One of the Zapatistas other assets was that un-Communist characteristic, a sense of humour. Marcos’ communiques, written on a laptop computer somewhere in the jungle and faxed out to the press, were alternately poetic, self-depreciating and witty. Not only that, but they handled the press with a skill that would have most professional spin-doctors weeping with envy. The New York Times dubbed them ‘postmodern revolutionaries’. In fact, the media was probably their main weapon, and rather more effective than the ancient, single shot rifles that most of the guerrillas carried.

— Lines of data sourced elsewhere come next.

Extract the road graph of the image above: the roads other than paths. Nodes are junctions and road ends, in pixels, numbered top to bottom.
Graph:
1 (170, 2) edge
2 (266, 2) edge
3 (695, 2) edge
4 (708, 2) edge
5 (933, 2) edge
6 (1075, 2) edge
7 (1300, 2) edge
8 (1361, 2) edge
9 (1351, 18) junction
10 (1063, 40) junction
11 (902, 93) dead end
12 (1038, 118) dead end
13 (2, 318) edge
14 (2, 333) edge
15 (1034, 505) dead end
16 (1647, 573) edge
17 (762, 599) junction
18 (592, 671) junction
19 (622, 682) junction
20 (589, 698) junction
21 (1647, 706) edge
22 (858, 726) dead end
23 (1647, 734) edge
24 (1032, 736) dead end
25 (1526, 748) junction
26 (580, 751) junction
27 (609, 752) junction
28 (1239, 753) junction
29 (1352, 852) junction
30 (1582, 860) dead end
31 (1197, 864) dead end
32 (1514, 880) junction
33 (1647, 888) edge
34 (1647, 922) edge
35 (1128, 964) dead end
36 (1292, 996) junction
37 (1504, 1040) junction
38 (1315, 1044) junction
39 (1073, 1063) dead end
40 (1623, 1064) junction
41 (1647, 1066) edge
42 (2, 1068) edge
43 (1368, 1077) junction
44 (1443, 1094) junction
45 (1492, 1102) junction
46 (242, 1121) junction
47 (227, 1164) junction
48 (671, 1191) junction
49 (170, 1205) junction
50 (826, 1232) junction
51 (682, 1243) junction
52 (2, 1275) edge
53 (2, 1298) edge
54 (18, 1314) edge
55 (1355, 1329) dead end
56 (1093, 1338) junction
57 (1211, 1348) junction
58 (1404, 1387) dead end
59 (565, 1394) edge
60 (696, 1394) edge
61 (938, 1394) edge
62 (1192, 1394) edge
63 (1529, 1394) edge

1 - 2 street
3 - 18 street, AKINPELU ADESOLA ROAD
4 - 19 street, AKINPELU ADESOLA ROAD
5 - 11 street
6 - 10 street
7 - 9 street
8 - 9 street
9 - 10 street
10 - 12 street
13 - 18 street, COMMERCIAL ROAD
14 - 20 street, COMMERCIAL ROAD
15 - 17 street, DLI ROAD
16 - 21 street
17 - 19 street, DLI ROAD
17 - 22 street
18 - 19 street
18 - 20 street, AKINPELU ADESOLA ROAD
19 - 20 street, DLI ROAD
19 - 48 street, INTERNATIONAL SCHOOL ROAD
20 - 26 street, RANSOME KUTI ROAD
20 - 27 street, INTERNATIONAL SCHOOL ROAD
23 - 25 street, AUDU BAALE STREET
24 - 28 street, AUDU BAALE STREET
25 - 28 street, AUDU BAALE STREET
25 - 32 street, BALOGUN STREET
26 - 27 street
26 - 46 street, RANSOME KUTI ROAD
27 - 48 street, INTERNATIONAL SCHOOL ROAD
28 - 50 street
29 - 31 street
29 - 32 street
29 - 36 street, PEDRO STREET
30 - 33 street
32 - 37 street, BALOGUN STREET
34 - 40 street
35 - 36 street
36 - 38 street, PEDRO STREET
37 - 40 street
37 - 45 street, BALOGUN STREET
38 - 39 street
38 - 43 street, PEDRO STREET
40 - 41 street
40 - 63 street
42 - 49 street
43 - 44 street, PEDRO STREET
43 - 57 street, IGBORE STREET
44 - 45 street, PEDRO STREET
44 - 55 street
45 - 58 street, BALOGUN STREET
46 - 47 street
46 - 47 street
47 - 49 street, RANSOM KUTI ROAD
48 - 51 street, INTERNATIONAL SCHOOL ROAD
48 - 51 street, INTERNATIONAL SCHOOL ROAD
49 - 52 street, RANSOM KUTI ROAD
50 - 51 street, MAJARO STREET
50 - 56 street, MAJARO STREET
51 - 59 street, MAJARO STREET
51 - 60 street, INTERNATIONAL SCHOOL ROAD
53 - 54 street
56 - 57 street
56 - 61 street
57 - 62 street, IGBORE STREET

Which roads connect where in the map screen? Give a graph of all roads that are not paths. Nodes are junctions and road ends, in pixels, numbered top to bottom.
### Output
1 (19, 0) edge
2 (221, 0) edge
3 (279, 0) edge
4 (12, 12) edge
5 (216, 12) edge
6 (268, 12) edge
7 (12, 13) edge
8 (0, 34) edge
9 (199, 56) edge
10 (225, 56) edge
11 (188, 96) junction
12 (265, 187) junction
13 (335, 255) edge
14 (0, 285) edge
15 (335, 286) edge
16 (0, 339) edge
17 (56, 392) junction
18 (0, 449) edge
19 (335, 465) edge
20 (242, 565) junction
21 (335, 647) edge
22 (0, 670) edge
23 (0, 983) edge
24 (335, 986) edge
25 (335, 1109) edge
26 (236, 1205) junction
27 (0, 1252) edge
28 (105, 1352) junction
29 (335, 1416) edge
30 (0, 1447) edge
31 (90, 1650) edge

The Zapatistas honeymoon period didn’t last. In Dec ‘94 the Mexican economy crashed, and the government lost their patience. They sent in as many as 20,000 well-armed federal army troops into Zapatista controlled areas, and issued arrest warrants for the leaders. The Zapatistas didn’t try to fight it out: they just retreated into the mountains, taking much of the local populations with them.

The government also attempted to deflate Marcos’ huge popularity by ‘unmasking’ him, revealing him to be Rafael Guillen Vicente, a former university lecturer. Unfortunately for them, Guillen’s biography showed nothing more sinister than the fact that he was educated, intelligent, principled, and had given up a comfortable middle-class lifestyle to live in poverty. As hi-tech planes bombed indigenous villages, demonstrations filled Mexico City, chanting ‘we are all Marcos’. Marcos’ response to his ‘unmasking’ was to quip “Is this new Marcos handsome? Recently they’ve been trying to make out I’m ugly, and it’s ruining my female fan mail.” After a week, the offensive was called off, but large tracts of land which had previously been EZLN territory were now controlled by the army. The long grind of peace talks began again.

One thing is certain, however. Mexican politics has never been the same since the uprising, nor is it likely to be so again. The Zapatistas claimed that they wanted to tear off the first world mask which the country had put on; in that, they could hardly have been more successful.

“Ever since January we live in a new Mexico,” wrote Elena Poniatskowa, a Mexico city journalist. “Before, we scarcely spoke of misery in our country, and the poor were easily ignored. The poverty of ‘the others’ became part of daily life - it was our landscape.” In the summer of ‘95, a survey showed that 82 per cent of Mexicans believed that the basic demands of the Zapatistas were the basic demands of the Mexican people.

It’s also possible that the uprising will have repercussions beyond the boundaries of Mexico. As the first organised revolt against the New World Order, The Zapatistas proved that despite the death of Communism, resistance to the oppressive hand of market forces is by no means over - in fact, it is probably just beginning.